PIERRE NKURUNZIZA, LE PRÉSIDENT FOOTBALLEUR RENONCE AU QUATRIÈME MANDAT

Pierre Nkurunziza, le président dictateur du Burundi annonce qu’il ne va plus se représenter pour un autre mandat en 2020. C’est la surprise de l’année pour celui qui se déclarait envoyé spécial de Dieu au Burundi, et qui avait prévu rester au pouvoir à vie en citant l’exemple de ses homologues africains.

Après sa réélection truquée , le président burundais avait engagé la modification de la Constitution pour pouvoir se représenter en 2020 lors d’une séance de questions publiques. Il avait même menacé l’Union africaine de retirer les soldats burundais présents en Somalie.

Lors d’une séance de questions publiques, sur la possibilité de modifier la Constitution pour briguer un nouveau mandat, le quatrième, en 2020, Nkurunziza avait tonné: « Vous vous rappelez que j’avais annoncé que je ne me représenterais pas en 2020. C’est vrai, je l’avais annoncé conformément à une décision de justice. Mais les tribunaux ne sont pas au-dessus du peuple ni au-dessus de la Constitution. Si le peuple autorise quelqu’un à se représenter, si le peuple le demande, alors je ne trahirai pas sa confiance ». Et il avait alors argumenté: « Dans certains pays, il n’existe pas la limitation des mandats. Au Cameroun, Paul Biya en est à 50 ans de présidence, et au Rwanda voisin, on change les mandats comme on veut, a-t-il ajouté.

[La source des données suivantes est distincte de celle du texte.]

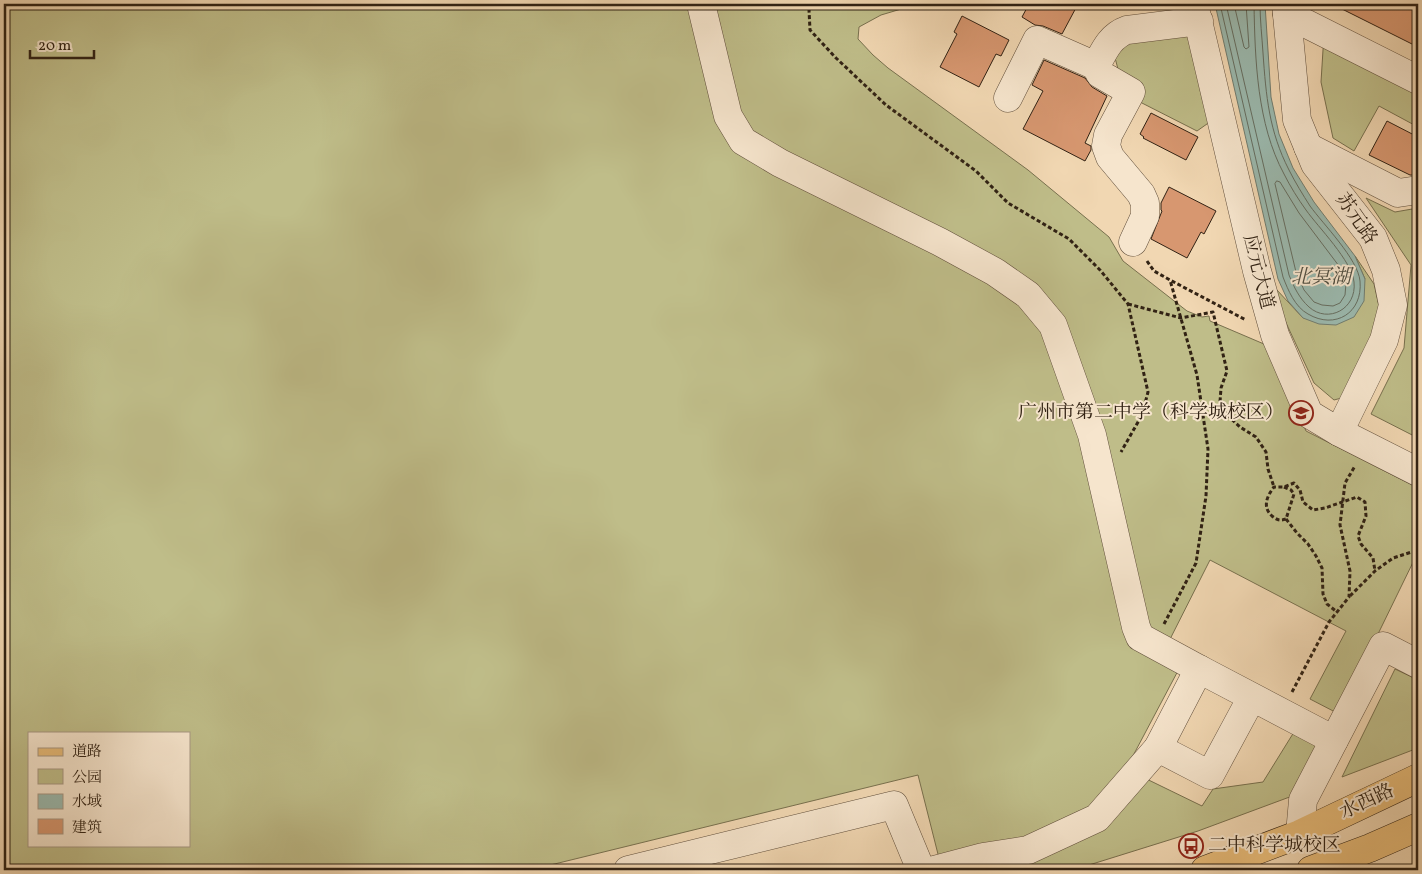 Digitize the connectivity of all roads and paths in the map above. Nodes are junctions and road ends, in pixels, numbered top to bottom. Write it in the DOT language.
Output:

La question du mandat n’est pas le problème principal des Burundais 》.

Par la suite, Pierre Nkunziza avait signé un “décret portant nomination de la Commission Nationale chargée de proposer le projet d’amendement de la Constitution”. La route pour les quatrième, cinquième, sixième, énième mandats était tracée. Mais les Burundais ont juré lui barrer la route, quitte à se faire tuer tous. La candidature controversée du président burundais à un troisième mandat en avril 2015 avait provoqué des violences qui avaient fait plus de 500 morts et contraint 300 000 Burundais à l’exil. Pierre Nkurunziza se rend maintenant compte qu’il ne pourra faire tomber tout le mur du peuple qui grossit, durcit contre lui. D’où sa marche arrière.

De la même manière, les Togolais enchaînent les manifestations depuis le 19 août 2017 contre la tentation de Faure Gnassingbe de continuer à accumuler d’autres mandats. Ça se poursuit encore aujourd’hui, et avec la pression , ils finiront par chasser le régime cinquantenaire du Togo. Pendant ce temps,les peuples peureux d’Afrique centrale restent couchés au lit, vaincus à vie par des dictateurs. Comme le disait Henri Lacordaire en 1835: 《 C’est la peur qui opprime et c’est la lutte qui affranchit 》.